Abuse victims find support on social media

It was once something barely talked about in the open, but now some social media sites are making it easier for victims of abuse to find support.

As a licensed certified social worker, Shari Botwin helps victims of abuse.

Without help, studies show people who endure child abuse, domestic violence, emotional or physical abuse are much more likely to have problems with drugs, alcohol and depression.

As a survivor of child abuse herself, Shari faced her own issues.

"It led to a whole bunch of problems. I didn't trust people. I didn't like myself. I didn't want to be alive sometimes," Botwin said.

It wasn't until she started talking about the abuse that her healing began.

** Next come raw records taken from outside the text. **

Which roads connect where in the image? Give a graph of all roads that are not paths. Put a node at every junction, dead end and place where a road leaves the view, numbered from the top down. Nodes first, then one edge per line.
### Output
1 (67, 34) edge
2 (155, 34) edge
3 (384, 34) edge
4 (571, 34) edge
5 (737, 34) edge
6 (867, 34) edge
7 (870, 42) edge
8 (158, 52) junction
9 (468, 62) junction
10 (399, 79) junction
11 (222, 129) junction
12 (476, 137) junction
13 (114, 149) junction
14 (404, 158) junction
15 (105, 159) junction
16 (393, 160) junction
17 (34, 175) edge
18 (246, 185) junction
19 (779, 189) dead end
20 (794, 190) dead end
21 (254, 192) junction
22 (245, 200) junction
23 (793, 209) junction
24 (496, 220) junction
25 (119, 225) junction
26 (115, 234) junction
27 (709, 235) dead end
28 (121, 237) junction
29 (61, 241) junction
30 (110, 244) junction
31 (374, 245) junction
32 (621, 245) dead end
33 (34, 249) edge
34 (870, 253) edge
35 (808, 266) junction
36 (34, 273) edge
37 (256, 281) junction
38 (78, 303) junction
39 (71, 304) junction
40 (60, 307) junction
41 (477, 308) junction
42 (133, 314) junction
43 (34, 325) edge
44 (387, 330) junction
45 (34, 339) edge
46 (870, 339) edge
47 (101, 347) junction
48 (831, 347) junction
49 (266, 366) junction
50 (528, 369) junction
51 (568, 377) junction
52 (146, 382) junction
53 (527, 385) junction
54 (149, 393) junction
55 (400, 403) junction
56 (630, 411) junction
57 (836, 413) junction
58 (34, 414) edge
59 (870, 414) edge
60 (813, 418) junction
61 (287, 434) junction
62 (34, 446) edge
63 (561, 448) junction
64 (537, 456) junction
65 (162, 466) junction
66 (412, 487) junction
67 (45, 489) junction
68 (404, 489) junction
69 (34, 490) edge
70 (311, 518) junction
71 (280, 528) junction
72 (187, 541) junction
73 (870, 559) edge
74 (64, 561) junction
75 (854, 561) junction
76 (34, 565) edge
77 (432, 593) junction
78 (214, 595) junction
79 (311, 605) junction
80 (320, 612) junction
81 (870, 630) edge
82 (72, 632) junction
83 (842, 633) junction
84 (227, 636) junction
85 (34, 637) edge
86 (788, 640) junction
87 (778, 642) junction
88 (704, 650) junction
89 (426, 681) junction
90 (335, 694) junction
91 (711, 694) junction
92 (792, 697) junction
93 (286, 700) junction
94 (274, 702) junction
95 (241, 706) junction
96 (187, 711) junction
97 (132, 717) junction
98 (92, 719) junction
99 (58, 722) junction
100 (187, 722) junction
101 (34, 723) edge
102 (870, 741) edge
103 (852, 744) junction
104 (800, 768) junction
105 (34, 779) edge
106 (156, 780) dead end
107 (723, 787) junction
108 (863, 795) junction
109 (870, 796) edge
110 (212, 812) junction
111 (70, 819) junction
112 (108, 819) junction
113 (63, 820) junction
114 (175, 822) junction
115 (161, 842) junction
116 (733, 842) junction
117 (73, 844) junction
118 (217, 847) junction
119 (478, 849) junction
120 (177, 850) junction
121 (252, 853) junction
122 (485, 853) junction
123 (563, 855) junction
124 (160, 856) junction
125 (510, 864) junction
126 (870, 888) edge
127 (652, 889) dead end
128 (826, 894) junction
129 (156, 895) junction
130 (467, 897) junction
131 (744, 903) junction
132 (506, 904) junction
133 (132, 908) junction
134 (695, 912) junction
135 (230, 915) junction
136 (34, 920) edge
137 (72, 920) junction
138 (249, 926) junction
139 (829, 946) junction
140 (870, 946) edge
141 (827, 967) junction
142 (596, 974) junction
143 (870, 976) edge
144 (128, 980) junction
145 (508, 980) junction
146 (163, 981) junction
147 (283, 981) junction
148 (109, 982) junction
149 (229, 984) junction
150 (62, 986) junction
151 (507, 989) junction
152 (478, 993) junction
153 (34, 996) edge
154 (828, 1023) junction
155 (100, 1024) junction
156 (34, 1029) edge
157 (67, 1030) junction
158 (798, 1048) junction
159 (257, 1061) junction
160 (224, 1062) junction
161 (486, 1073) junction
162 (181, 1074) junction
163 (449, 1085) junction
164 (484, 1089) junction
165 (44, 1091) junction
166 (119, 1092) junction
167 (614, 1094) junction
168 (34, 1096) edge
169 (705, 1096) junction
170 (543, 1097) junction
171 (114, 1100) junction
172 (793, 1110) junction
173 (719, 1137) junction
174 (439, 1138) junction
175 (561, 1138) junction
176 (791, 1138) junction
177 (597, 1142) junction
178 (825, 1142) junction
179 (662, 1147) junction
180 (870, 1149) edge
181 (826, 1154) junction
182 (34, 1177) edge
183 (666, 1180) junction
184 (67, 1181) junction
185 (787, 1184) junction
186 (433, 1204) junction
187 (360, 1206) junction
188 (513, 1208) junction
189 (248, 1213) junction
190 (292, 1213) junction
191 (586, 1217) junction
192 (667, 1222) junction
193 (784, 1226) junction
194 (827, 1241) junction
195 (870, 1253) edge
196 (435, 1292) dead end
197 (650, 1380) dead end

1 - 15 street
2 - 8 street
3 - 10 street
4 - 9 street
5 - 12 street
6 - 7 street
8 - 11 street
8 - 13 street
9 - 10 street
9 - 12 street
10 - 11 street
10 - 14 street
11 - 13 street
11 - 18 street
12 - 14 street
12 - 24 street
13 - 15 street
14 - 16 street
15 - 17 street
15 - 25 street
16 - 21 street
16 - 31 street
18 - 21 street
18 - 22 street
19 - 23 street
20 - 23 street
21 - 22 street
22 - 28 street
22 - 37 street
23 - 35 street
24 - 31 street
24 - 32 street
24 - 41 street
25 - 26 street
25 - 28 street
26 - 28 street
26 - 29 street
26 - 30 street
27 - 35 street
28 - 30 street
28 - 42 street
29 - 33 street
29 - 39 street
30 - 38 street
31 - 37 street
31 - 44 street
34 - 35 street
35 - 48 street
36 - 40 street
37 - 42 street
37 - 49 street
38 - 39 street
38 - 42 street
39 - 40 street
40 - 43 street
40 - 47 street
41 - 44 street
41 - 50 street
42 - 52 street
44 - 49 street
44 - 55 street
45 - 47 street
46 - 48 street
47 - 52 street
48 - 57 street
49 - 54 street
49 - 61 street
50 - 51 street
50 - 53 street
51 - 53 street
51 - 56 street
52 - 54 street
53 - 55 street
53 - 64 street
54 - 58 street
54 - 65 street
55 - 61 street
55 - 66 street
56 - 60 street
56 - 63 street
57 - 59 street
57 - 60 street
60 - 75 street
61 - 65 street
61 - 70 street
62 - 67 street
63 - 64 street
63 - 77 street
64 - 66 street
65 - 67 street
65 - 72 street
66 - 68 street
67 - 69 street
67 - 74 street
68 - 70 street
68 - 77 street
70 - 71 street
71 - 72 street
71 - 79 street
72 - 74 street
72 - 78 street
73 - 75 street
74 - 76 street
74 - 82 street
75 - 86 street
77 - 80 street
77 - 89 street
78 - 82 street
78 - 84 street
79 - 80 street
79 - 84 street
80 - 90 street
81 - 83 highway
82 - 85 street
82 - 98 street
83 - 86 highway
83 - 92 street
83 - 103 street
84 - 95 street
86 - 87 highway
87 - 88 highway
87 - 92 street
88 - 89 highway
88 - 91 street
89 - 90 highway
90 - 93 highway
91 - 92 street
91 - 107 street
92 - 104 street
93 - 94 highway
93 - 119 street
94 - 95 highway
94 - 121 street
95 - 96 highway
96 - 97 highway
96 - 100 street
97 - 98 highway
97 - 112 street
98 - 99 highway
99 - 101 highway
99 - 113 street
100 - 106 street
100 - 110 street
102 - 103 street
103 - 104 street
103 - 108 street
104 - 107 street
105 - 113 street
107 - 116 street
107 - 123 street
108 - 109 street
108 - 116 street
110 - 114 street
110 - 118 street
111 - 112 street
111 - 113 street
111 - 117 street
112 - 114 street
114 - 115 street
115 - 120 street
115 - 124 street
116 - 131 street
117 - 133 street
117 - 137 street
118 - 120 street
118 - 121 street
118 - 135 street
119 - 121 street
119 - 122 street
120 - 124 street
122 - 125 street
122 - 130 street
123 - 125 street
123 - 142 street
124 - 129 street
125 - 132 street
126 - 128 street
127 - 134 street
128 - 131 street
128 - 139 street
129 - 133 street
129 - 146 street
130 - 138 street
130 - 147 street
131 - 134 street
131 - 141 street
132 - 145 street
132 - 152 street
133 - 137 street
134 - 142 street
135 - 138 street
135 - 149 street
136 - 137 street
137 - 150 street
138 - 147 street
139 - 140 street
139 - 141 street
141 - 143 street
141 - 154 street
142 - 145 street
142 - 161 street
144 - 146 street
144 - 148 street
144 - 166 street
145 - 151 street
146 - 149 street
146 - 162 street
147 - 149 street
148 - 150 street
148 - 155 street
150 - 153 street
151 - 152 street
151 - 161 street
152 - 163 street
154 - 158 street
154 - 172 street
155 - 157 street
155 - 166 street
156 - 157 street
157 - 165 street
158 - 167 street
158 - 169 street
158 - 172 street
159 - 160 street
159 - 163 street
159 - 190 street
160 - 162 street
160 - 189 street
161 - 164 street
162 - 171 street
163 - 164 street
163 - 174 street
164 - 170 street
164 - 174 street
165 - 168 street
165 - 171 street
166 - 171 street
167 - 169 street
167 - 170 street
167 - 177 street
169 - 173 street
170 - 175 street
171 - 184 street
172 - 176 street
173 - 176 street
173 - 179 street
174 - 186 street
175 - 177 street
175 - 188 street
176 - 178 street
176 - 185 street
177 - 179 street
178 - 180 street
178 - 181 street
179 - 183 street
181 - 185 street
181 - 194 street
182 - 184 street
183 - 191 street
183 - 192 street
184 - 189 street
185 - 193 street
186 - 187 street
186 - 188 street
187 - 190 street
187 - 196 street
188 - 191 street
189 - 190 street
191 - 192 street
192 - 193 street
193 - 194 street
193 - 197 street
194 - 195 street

As a counselor, she now knows the sooner a victim speaks about the abuse, the better off they'll be in the future.

And sites like 'Abuse No More' on Facebook are making it easier for victims to speak up *and find support.

"Once you find people that can say, 'that shouldn't have happened to you, it wasn't about you, it wasn't your fault,' that is so healing," Botwin said.

And with more than 138,000 likes, victims realize they're not alone.

There are also some private discussions, but also many post comments and encouraging words.

"Images, words, anything that is hopeful can be very helpful," Botwin said.

But she says sites like this should be used as a first step or for continuing support.

Victims should also go through professional therapy.